##### Data to examine #####

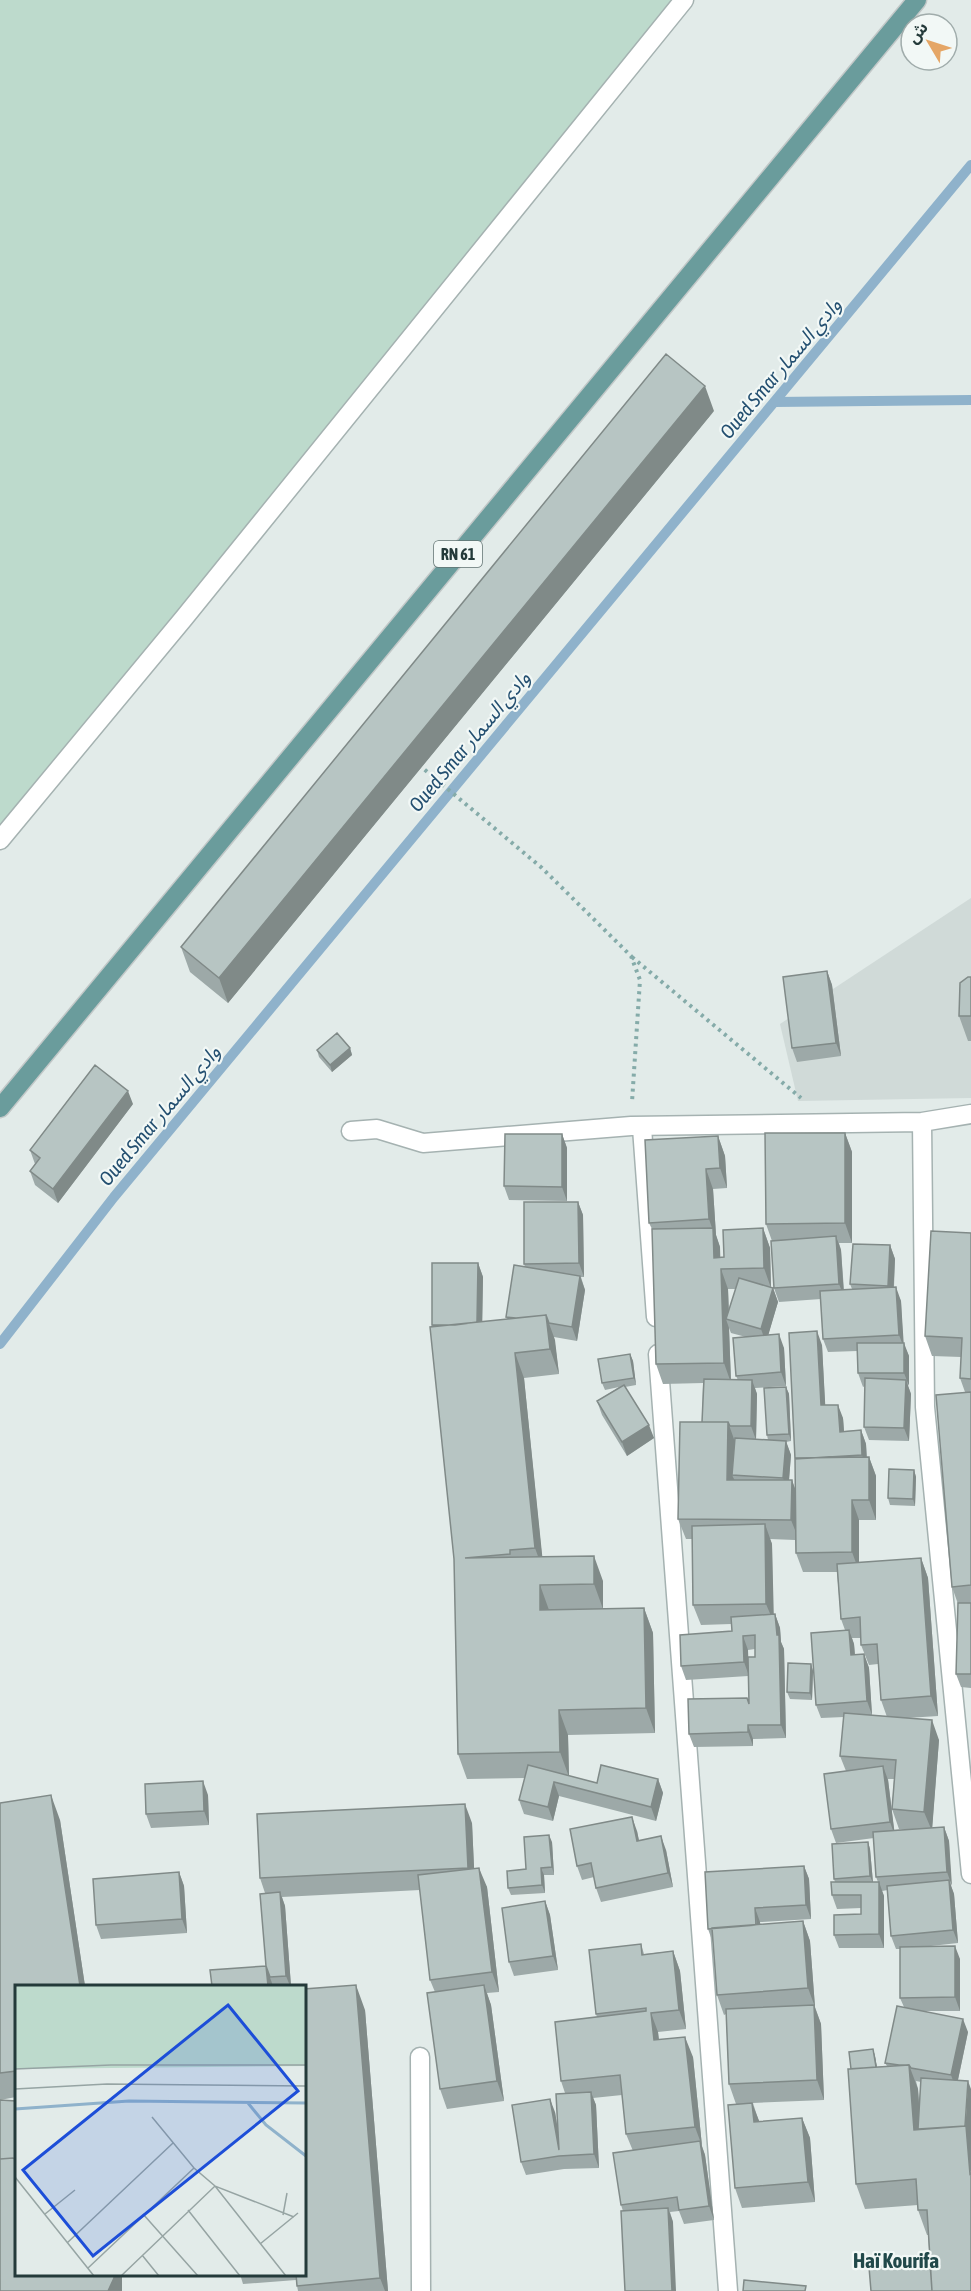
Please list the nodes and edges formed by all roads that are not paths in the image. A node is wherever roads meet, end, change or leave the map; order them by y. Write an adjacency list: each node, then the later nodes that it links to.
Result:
1 (684, 0): 3 (street)
2 (917, 0): 4 (main road, RN 61)
3 (0, 840)
4 (0, 1108)
5 (971, 1114): 6 (street)
6 (922, 1122): 7 (street); 9 (street)
7 (636, 1127): 8 (street); 13 (street)
8 (351, 1131)
9 (963, 1725): 10 (street)
10 (971, 1874)
11 (420, 2056): 12 (street)
12 (420, 2291)
13 (728, 2291)

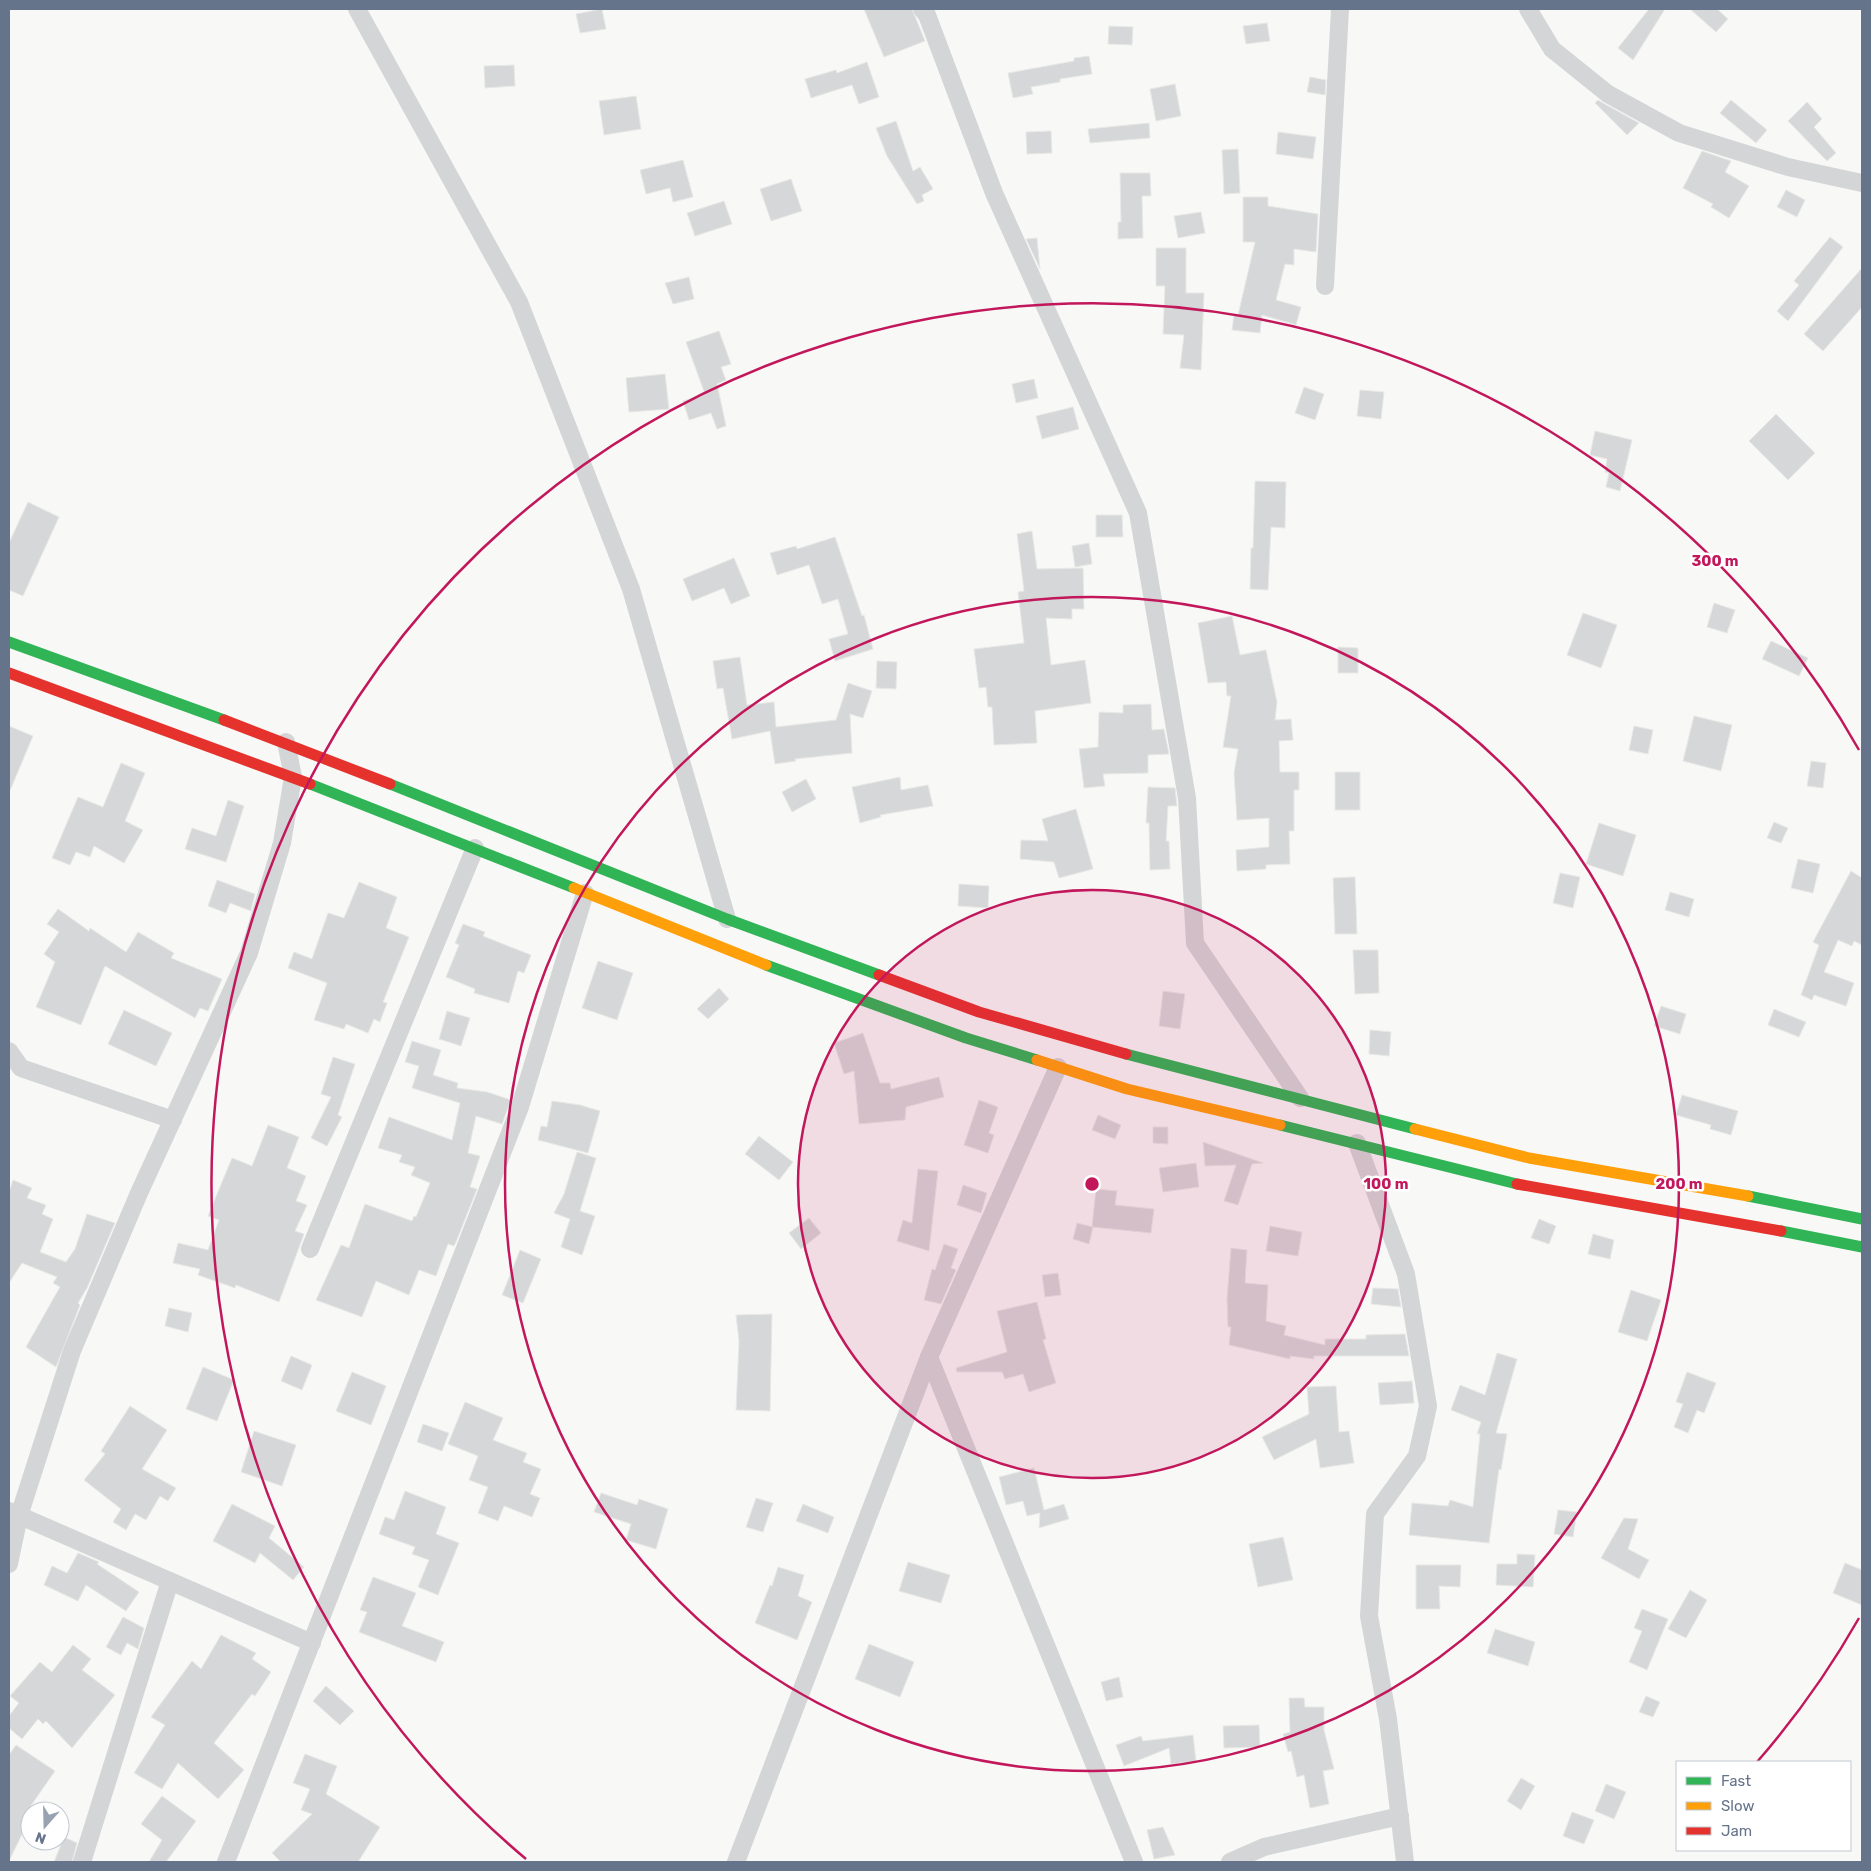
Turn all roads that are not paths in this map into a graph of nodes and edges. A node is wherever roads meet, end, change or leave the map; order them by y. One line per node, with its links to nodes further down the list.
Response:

#####

Please transcribe the material above exactly as written. Leave the pictures out.

Please list the nodes and edges formed by all roads that are not paths in the image. A node is wherever roads meet, end, change or leave the map; order them by y. Write an adjacency list: each node, then the later nodes that it links to.
Result:
1 (684, 0): 3 (street)
2 (917, 0): 4 (main road, RN 61)
3 (0, 840)
4 (0, 1108)
5 (971, 1114): 6 (street)
6 (922, 1122): 7 (street); 9 (street)
7 (636, 1127): 8 (street); 13 (street)
8 (351, 1131)
9 (963, 1725): 10 (street)
10 (971, 1874)
11 (420, 2056): 12 (street)
12 (420, 2291)
13 (728, 2291)

Turn all roads that are not paths in this map into a graph of nodes and edges. A node is wherever roads meet, end, change or leave the map; order them by y. One line per node, with its links to nodes further down the list.
Response:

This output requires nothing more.